RECORD EXCERPTS:
= = = = = = =

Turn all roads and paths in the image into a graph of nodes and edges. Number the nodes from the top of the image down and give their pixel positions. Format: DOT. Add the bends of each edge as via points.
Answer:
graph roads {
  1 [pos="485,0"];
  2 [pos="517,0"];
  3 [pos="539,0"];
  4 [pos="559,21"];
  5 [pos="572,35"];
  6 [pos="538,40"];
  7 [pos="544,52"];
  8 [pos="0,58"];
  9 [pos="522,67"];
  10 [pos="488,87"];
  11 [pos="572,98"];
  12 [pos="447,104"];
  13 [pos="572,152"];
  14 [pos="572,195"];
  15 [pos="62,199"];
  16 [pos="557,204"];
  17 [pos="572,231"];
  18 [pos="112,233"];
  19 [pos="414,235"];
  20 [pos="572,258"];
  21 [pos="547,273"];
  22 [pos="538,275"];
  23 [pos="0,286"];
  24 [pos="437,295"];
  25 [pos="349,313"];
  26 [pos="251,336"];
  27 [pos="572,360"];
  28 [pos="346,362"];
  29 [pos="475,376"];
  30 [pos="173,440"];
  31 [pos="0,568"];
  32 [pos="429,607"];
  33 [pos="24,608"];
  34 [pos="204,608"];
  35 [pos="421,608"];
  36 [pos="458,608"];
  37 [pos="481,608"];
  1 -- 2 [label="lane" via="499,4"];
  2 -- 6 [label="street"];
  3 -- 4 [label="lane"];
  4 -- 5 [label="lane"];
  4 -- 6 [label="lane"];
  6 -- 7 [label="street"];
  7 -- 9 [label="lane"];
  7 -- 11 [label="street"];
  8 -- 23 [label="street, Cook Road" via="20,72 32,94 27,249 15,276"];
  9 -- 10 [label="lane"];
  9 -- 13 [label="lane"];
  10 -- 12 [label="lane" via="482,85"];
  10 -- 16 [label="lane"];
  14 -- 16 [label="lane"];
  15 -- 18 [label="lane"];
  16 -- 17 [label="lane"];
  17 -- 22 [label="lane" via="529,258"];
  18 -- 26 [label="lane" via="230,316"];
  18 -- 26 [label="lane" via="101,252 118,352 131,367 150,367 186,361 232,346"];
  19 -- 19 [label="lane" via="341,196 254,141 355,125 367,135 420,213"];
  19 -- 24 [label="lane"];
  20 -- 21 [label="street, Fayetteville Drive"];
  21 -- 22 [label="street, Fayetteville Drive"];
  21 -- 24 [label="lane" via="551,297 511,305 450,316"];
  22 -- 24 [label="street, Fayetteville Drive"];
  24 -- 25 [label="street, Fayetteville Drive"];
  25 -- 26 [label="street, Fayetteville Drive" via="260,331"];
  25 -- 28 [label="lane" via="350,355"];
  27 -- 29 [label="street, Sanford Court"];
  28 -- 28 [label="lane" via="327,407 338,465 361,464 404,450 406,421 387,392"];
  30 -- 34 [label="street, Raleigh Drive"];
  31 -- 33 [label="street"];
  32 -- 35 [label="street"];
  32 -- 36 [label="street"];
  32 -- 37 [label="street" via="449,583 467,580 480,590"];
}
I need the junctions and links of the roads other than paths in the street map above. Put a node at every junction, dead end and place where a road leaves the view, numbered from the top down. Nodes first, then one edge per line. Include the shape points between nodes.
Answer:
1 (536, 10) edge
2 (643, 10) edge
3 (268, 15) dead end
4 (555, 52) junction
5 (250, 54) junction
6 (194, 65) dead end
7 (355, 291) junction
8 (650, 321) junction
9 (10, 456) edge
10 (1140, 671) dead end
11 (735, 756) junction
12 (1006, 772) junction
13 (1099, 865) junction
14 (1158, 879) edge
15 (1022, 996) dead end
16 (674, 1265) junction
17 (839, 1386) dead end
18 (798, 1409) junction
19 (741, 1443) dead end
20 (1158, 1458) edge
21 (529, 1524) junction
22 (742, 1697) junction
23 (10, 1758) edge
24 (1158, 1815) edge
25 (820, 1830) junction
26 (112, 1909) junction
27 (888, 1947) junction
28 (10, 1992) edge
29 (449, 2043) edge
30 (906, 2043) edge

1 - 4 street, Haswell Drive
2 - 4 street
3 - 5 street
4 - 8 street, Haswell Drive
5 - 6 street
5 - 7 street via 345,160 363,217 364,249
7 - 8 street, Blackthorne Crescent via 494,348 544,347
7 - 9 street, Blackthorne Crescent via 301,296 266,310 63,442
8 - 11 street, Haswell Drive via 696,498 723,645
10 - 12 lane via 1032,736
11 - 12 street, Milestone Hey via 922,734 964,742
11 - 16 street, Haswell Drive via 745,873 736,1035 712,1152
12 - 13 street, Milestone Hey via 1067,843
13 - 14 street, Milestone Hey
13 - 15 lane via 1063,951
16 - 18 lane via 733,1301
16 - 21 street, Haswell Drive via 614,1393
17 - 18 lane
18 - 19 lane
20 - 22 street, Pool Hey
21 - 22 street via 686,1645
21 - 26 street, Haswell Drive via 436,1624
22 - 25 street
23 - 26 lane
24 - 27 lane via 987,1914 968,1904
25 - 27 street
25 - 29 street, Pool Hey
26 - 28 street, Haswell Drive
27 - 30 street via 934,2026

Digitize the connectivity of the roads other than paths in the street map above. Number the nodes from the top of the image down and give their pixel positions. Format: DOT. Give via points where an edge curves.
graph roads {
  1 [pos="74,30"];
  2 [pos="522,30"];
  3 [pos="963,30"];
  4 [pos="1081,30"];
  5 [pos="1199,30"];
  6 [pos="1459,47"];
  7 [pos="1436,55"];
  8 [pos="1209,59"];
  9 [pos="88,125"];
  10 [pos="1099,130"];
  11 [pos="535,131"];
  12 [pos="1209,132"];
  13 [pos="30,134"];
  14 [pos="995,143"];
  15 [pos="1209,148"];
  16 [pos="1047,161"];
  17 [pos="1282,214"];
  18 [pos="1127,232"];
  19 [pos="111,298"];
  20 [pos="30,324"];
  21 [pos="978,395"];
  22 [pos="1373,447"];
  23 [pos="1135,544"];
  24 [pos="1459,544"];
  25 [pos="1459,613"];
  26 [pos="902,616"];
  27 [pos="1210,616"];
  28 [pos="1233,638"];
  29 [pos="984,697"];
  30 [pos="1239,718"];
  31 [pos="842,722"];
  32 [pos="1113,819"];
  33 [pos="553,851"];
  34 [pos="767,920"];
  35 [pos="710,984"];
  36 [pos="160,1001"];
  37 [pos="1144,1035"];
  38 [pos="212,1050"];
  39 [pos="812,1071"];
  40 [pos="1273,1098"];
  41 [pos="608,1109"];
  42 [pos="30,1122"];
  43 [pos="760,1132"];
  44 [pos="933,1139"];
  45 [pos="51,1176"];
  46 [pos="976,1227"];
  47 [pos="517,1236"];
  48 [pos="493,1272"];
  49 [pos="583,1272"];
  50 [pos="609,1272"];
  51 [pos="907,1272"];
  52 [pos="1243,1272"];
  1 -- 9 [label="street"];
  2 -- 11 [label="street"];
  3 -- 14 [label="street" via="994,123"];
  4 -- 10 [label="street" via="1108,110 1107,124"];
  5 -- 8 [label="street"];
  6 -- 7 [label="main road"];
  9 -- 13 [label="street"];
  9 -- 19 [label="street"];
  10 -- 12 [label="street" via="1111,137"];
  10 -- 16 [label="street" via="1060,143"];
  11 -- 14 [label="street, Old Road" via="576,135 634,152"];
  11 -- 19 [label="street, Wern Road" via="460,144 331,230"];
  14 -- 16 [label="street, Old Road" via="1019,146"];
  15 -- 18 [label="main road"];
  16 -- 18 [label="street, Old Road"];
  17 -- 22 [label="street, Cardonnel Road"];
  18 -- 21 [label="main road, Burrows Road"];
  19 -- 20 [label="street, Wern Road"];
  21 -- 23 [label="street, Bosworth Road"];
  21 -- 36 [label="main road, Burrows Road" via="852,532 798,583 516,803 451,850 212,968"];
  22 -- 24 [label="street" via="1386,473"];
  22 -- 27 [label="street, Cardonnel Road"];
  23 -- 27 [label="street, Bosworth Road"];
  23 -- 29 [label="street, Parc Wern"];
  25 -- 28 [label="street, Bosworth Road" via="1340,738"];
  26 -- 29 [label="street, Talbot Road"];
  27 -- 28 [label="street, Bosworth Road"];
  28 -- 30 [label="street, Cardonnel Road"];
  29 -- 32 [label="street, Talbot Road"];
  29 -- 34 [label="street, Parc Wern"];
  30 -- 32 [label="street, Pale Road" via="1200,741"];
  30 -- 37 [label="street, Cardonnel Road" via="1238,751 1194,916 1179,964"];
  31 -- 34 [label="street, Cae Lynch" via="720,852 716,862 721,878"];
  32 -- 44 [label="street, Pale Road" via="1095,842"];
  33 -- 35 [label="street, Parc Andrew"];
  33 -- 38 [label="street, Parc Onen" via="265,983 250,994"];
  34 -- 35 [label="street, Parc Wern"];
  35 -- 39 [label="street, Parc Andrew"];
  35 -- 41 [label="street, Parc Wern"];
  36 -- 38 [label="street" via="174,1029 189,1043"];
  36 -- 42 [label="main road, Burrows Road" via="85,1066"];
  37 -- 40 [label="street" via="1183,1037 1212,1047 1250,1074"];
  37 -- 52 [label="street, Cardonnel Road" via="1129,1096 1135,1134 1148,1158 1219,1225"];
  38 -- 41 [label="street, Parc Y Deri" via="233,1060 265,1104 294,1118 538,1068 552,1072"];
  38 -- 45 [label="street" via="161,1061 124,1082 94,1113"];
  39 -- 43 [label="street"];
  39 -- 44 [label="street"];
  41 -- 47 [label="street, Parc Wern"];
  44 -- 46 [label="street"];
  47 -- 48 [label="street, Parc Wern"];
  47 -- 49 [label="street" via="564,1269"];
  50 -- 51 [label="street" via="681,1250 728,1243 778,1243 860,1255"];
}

= = = = = = =

WHAT THE TASK REQUIRES: State the number of lines in the preceding data that contain the word "Bosworth", and nothing besides.

TASK RESPONSE: 4